## [Requirement]
Where the data below has the string "Langdale", return the whole line.

Stored data entries:
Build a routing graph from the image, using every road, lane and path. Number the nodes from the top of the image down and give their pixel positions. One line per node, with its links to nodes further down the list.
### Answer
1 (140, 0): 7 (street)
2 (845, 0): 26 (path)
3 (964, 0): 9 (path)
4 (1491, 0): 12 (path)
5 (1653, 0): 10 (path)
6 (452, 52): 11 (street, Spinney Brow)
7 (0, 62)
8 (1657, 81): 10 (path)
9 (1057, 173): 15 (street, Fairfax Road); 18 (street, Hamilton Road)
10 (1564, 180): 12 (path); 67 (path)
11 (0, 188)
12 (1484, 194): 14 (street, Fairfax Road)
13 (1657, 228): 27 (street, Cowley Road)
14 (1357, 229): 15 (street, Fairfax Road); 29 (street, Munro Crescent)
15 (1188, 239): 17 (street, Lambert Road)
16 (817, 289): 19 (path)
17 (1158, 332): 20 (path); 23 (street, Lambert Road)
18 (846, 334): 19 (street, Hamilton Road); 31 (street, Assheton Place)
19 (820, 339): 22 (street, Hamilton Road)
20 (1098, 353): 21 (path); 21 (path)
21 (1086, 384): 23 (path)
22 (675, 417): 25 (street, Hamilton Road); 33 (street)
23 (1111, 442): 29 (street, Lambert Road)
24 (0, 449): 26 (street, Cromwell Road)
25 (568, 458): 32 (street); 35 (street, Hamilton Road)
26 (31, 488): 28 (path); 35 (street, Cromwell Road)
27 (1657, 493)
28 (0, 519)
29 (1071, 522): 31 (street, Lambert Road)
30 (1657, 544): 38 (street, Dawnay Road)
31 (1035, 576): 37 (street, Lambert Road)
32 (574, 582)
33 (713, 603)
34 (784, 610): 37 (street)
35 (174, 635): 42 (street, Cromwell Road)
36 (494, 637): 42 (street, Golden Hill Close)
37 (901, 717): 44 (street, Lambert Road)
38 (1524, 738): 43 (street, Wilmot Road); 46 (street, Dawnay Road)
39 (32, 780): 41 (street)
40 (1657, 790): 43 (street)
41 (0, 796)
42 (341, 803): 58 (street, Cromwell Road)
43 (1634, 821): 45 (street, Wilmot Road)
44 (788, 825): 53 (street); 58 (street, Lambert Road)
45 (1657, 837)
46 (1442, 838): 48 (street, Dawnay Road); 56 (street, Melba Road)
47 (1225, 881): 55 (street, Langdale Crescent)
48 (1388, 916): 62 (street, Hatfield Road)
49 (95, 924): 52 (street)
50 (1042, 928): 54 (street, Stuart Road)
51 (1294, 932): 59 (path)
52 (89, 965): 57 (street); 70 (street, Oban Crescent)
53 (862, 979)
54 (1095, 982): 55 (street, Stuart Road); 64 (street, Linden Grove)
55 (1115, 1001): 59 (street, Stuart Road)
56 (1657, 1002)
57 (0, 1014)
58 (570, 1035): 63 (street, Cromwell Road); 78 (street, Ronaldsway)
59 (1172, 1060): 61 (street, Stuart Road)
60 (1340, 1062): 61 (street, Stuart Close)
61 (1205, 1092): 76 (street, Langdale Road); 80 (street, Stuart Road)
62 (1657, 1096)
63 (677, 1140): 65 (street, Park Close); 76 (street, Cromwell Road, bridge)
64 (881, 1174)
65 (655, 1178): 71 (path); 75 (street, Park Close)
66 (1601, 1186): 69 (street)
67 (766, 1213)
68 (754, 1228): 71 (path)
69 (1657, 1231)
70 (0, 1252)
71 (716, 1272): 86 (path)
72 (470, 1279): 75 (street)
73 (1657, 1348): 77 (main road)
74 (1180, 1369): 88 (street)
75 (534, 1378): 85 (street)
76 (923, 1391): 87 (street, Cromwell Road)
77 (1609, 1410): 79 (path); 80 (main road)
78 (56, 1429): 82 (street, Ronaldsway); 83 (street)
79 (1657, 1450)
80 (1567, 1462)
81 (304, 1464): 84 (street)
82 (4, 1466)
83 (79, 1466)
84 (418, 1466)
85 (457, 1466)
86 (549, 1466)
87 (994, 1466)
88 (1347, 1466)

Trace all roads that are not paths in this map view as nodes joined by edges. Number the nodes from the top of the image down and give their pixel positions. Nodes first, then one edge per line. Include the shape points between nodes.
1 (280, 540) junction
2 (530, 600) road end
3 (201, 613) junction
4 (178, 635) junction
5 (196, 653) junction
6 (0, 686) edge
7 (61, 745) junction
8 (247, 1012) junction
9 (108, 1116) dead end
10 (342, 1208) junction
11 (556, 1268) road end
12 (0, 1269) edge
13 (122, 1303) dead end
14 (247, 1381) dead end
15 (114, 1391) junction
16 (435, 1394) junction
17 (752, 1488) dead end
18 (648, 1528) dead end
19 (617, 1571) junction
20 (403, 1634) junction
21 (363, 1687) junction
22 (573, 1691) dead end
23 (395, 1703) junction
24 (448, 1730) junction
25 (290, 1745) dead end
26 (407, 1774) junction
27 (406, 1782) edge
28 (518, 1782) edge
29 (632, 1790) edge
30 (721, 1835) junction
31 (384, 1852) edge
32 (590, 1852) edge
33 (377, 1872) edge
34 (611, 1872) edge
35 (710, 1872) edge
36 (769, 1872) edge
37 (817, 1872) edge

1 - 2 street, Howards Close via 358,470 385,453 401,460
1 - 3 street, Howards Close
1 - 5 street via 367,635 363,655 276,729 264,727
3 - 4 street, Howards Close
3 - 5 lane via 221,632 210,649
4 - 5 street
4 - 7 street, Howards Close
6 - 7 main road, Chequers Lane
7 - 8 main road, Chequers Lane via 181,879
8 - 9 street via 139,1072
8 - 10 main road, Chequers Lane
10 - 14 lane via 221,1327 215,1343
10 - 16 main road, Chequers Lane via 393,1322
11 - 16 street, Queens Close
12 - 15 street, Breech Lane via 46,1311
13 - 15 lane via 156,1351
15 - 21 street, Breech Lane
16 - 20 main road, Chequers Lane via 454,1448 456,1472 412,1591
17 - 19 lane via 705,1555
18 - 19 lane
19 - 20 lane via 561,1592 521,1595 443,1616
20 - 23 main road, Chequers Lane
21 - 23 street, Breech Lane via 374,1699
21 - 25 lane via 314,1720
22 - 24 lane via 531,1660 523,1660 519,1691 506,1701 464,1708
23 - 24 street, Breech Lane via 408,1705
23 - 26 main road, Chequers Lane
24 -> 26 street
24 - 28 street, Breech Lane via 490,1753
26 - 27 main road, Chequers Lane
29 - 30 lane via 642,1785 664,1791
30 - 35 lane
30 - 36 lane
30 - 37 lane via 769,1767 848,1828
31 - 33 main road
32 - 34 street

## [The completed task]
47 (1225, 881): 55 (street, Langdale Crescent)
61 (1205, 1092): 76 (street, Langdale Road); 80 (street, Stuart Road)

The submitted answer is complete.